Ich erwarte ja von der Pro-7-Sendung nun wirklich nicht allzu viel. Aber das hier ist nun wirklich…anders
Schauplatz: Galileo, Sendung vom Montag 4. Oktober 2010.
So ab Minute 43:02 nimmt das Unheil seinen Lauf. Die Folge ist hier vermutlich nicht mehr lange zu sehen: Sendung vom Montag.
Nachtrag (8.10.2010):
Jemand hat’s auf Youtube hochgeladen. Sehr schön.
Bild: Pro7/Galileo, wie sie sich den magnetischen Nordpol vorstellen.

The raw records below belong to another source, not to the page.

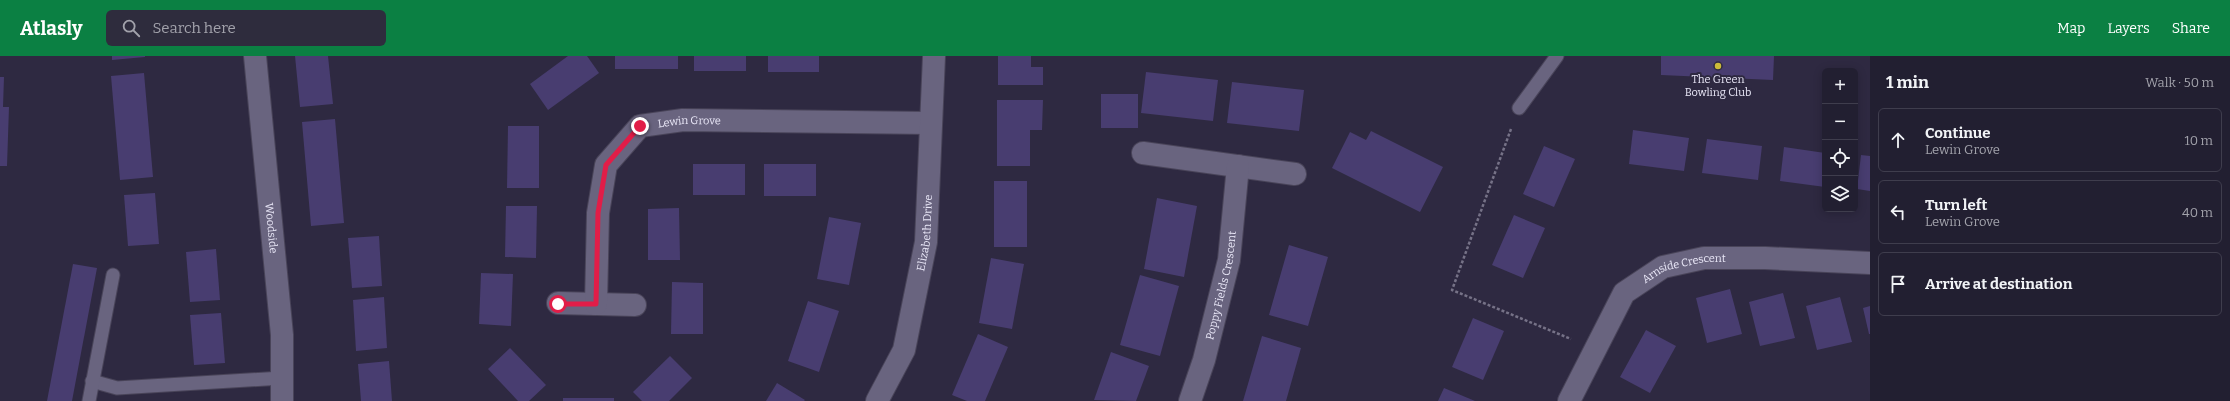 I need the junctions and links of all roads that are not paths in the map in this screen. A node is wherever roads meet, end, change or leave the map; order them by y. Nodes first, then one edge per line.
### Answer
1 (256, 56) edge
2 (934, 56) edge
3 (1557, 56) edge
4 (1519, 108) road end
5 (931, 123) junction
6 (1143, 153) dead end
7 (1238, 166) junction
8 (1295, 174) dead end
9 (1870, 263) edge
10 (113, 275) dead end
11 (558, 304) dead end
12 (596, 304) junction
13 (635, 306) dead end
14 (282, 378) junction
15 (92, 381) junction
16 (89, 401) edge
17 (282, 401) edge
18 (877, 401) edge
19 (1190, 401) edge
20 (1569, 401) edge

1 - 14 street, Woodside
2 - 5 street, Elizabeth Drive
3 - 4 lane
5 - 12 street, Lewin Grove
5 - 18 street, Elizabeth Drive
6 - 7 street
7 - 8 street
7 - 19 street, Poppy Fields Crescent
9 - 20 street, Arnside Crescent
10 - 15 lane
11 - 12 street
12 - 13 street
14 - 15 lane
14 - 17 street, Woodside
15 - 16 lane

Wie? Ihr habt noch nie von den sagenhaften Eisenbergen am Nordpol gehört?
Muahaha!
Bild (zusammengebastelt aus dem und dem hier, Wikimedia Commons): Von wegen Eisberge. Eisenberge sind das da oben im Norden. Ich bin mein ganzes Leben belogen worden! Und Ihr habt es gewusst! Gebt’s zu!
Dann dieser süffisante Kommentar aus dem Off “Ganz klar, hier fehlt den Kandidaten Baisis-Wissen.” Aber immerhin wissen die das und sind damit einen Schritt klüger als die Galileo-Redaktion. Die kennen offenbar nicht den Unterschied zwischen “Ich hab da irgendwas mit Magneten und Eisen im Kopf und das reim ich mir jetzt zusammen” und echtem Wissen. Und das es vielleicht sinnvoll gewesen wäre jemanden zu fragen, der sich damit auskennt.
Aber nun gut. Lasst uns das Beste draus machen und ein bisschen fachsimpeln bzw. uns mal in echtem wissenschaftlichen Denken üben.
Nehmen wir spaßeshalber an, die Erklärung oben wäre eine ernstzunehmende Hypothese mangels besseren Wissens und nicht geboren, weil ein paar Praktikanten zu doof waren, mal in Wikipedia nachzuschlagen.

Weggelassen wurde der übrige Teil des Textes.